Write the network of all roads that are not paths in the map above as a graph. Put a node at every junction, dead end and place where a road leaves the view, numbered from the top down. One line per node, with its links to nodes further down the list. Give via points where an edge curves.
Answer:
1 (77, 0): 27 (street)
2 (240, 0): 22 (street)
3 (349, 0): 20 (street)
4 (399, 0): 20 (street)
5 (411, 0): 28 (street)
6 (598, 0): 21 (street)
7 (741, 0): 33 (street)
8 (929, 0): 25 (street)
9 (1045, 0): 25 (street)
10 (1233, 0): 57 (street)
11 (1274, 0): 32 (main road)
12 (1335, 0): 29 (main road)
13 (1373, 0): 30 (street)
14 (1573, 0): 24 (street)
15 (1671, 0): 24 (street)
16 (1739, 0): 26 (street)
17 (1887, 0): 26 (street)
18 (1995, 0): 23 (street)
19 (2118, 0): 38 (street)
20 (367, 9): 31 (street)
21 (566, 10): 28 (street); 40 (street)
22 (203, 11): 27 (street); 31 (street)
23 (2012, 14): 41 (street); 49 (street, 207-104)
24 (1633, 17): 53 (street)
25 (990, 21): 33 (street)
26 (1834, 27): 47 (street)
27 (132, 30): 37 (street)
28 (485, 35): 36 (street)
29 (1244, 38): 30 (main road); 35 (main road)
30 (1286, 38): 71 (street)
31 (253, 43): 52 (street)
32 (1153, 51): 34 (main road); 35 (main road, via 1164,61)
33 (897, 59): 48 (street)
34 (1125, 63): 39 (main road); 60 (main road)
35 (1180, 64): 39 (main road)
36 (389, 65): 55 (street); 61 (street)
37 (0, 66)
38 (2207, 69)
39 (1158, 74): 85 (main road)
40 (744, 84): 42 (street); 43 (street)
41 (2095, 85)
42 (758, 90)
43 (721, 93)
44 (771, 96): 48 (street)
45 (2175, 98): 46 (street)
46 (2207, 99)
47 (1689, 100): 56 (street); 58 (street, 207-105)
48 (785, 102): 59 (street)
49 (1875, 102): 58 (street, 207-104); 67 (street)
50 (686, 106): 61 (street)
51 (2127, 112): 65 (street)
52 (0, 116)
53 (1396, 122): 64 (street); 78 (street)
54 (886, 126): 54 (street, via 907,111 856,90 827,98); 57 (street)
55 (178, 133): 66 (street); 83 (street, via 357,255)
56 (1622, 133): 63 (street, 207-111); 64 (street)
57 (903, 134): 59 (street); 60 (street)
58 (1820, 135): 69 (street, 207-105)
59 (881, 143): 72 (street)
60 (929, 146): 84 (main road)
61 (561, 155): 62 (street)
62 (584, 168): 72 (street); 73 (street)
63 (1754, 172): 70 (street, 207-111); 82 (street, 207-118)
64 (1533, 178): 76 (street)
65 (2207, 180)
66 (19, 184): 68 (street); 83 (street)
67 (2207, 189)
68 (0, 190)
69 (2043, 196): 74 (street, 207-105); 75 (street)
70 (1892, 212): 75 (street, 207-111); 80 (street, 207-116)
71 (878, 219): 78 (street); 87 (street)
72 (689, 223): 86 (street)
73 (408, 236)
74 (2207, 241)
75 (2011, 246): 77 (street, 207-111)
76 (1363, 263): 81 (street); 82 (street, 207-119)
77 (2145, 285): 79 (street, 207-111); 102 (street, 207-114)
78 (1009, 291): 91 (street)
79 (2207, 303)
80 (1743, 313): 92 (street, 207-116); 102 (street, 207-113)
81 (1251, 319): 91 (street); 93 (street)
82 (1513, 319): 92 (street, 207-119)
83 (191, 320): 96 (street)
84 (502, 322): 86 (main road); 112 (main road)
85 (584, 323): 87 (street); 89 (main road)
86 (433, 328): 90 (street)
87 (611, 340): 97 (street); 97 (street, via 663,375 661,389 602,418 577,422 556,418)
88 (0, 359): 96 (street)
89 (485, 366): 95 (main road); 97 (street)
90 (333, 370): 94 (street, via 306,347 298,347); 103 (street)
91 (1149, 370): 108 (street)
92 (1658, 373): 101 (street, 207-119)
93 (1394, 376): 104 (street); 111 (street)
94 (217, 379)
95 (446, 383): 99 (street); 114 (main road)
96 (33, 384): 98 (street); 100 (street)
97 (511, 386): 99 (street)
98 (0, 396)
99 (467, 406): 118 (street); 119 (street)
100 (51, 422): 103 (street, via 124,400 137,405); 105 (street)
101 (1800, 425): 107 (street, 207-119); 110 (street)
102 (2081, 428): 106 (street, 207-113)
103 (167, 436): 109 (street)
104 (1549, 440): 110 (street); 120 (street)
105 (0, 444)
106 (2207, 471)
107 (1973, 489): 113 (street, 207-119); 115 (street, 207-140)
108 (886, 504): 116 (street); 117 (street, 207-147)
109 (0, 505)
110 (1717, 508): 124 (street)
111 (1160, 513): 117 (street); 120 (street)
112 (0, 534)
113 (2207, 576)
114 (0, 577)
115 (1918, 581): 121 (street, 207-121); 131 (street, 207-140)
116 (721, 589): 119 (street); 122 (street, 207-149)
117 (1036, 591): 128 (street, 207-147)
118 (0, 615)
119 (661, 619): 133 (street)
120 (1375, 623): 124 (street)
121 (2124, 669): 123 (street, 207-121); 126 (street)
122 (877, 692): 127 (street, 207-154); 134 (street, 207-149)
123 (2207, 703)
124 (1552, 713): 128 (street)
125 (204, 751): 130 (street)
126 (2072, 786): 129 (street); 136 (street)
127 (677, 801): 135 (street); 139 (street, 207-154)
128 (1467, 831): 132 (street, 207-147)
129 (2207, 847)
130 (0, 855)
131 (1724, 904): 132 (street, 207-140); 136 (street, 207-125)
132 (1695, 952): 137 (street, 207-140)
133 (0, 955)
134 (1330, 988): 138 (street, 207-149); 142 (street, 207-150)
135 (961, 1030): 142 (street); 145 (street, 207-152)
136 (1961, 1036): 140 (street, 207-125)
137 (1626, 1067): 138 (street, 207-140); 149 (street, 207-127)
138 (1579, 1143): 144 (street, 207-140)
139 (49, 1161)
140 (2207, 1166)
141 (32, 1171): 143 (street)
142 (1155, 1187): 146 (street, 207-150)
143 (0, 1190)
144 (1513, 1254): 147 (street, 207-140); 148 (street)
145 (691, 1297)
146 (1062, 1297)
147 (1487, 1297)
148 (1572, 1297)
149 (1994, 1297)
☆ ☆ ☆ ☆ ☆ ☆ ☆
From the first line to the last, please write out the entries exactly.

▶ **Reply to the task**:
Write the network of all roads that are not paths in the map above as a graph. Put a node at every junction, dead end and place where a road leaves the view, numbered from the top down. One line per node, with its links to nodes further down the list. Give via points where an edge curves.
Answer:
1 (77, 0): 27 (street)
2 (240, 0): 22 (street)
3 (349, 0): 20 (street)
4 (399, 0): 20 (street)
5 (411, 0): 28 (street)
6 (598, 0): 21 (street)
7 (741, 0): 33 (street)
8 (929, 0): 25 (street)
9 (1045, 0): 25 (street)
10 (1233, 0): 57 (street)
11 (1274, 0): 32 (main road)
12 (1335, 0): 29 (main road)
13 (1373, 0): 30 (street)
14 (1573, 0): 24 (street)
15 (1671, 0): 24 (street)
16 (1739, 0): 26 (street)
17 (1887, 0): 26 (street)
18 (1995, 0): 23 (street)
19 (2118, 0): 38 (street)
20 (367, 9): 31 (street)
21 (566, 10): 28 (street); 40 (street)
22 (203, 11): 27 (street); 31 (street)
23 (2012, 14): 41 (street); 49 (street, 207-104)
24 (1633, 17): 53 (street)
25 (990, 21): 33 (street)
26 (1834, 27): 47 (street)
27 (132, 30): 37 (street)
28 (485, 35): 36 (street)
29 (1244, 38): 30 (main road); 35 (main road)
30 (1286, 38): 71 (street)
31 (253, 43): 52 (street)
32 (1153, 51): 34 (main road); 35 (main road, via 1164,61)
33 (897, 59): 48 (street)
34 (1125, 63): 39 (main road); 60 (main road)
35 (1180, 64): 39 (main road)
36 (389, 65): 55 (street); 61 (street)
37 (0, 66)
38 (2207, 69)
39 (1158, 74): 85 (main road)
40 (744, 84): 42 (street); 43 (street)
41 (2095, 85)
42 (758, 90)
43 (721, 93)
44 (771, 96): 48 (street)
45 (2175, 98): 46 (street)
46 (2207, 99)
47 (1689, 100): 56 (street); 58 (street, 207-105)
48 (785, 102): 59 (street)
49 (1875, 102): 58 (street, 207-104); 67 (street)
50 (686, 106): 61 (street)
51 (2127, 112): 65 (street)
52 (0, 116)
53 (1396, 122): 64 (street); 78 (street)
54 (886, 126): 54 (street, via 907,111 856,90 827,98); 57 (street)
55 (178, 133): 66 (street); 83 (street, via 357,255)
56 (1622, 133): 63 (street, 207-111); 64 (street)
57 (903, 134): 59 (street); 60 (street)
58 (1820, 135): 69 (street, 207-105)
59 (881, 143): 72 (street)
60 (929, 146): 84 (main road)
61 (561, 155): 62 (street)
62 (584, 168): 72 (street); 73 (street)
63 (1754, 172): 70 (street, 207-111); 82 (street, 207-118)
64 (1533, 178): 76 (street)
65 (2207, 180)
66 (19, 184): 68 (street); 83 (street)
67 (2207, 189)
68 (0, 190)
69 (2043, 196): 74 (street, 207-105); 75 (street)
70 (1892, 212): 75 (street, 207-111); 80 (street, 207-116)
71 (878, 219): 78 (street); 87 (street)
72 (689, 223): 86 (street)
73 (408, 236)
74 (2207, 241)
75 (2011, 246): 77 (street, 207-111)
76 (1363, 263): 81 (street); 82 (street, 207-119)
77 (2145, 285): 79 (street, 207-111); 102 (street, 207-114)
78 (1009, 291): 91 (street)
79 (2207, 303)
80 (1743, 313): 92 (street, 207-116); 102 (street, 207-113)
81 (1251, 319): 91 (street); 93 (street)
82 (1513, 319): 92 (street, 207-119)
83 (191, 320): 96 (street)
84 (502, 322): 86 (main road); 112 (main road)
85 (584, 323): 87 (street); 89 (main road)
86 (433, 328): 90 (street)
87 (611, 340): 97 (street); 97 (street, via 663,375 661,389 602,418 577,422 556,418)
88 (0, 359): 96 (street)
89 (485, 366): 95 (main road); 97 (street)
90 (333, 370): 94 (street, via 306,347 298,347); 103 (street)
91 (1149, 370): 108 (street)
92 (1658, 373): 101 (street, 207-119)
93 (1394, 376): 104 (street); 111 (street)
94 (217, 379)
95 (446, 383): 99 (street); 114 (main road)
96 (33, 384): 98 (street); 100 (street)
97 (511, 386): 99 (street)
98 (0, 396)
99 (467, 406): 118 (street); 119 (street)
100 (51, 422): 103 (street, via 124,400 137,405); 105 (street)
101 (1800, 425): 107 (street, 207-119); 110 (street)
102 (2081, 428): 106 (street, 207-113)
103 (167, 436): 109 (street)
104 (1549, 440): 110 (street); 120 (street)
105 (0, 444)
106 (2207, 471)
107 (1973, 489): 113 (street, 207-119); 115 (street, 207-140)
108 (886, 504): 116 (street); 117 (street, 207-147)
109 (0, 505)
110 (1717, 508): 124 (street)
111 (1160, 513): 117 (street); 120 (street)
112 (0, 534)
113 (2207, 576)
114 (0, 577)
115 (1918, 581): 121 (street, 207-121); 131 (street, 207-140)
116 (721, 589): 119 (street); 122 (street, 207-149)
117 (1036, 591): 128 (street, 207-147)
118 (0, 615)
119 (661, 619): 133 (street)
120 (1375, 623): 124 (street)
121 (2124, 669): 123 (street, 207-121); 126 (street)
122 (877, 692): 127 (street, 207-154); 134 (street, 207-149)
123 (2207, 703)
124 (1552, 713): 128 (street)
125 (204, 751): 130 (street)
126 (2072, 786): 129 (street); 136 (street)
127 (677, 801): 135 (street); 139 (street, 207-154)
128 (1467, 831): 132 (street, 207-147)
129 (2207, 847)
130 (0, 855)
131 (1724, 904): 132 (street, 207-140); 136 (street, 207-125)
132 (1695, 952): 137 (street, 207-140)
133 (0, 955)
134 (1330, 988): 138 (street, 207-149); 142 (street, 207-150)
135 (961, 1030): 142 (street); 145 (street, 207-152)
136 (1961, 1036): 140 (street, 207-125)
137 (1626, 1067): 138 (street, 207-140); 149 (street, 207-127)
138 (1579, 1143): 144 (street, 207-140)
139 (49, 1161)
140 (2207, 1166)
141 (32, 1171): 143 (street)
142 (1155, 1187): 146 (street, 207-150)
143 (0, 1190)
144 (1513, 1254): 147 (street, 207-140); 148 (street)
145 (691, 1297)
146 (1062, 1297)
147 (1487, 1297)
148 (1572, 1297)
149 (1994, 1297)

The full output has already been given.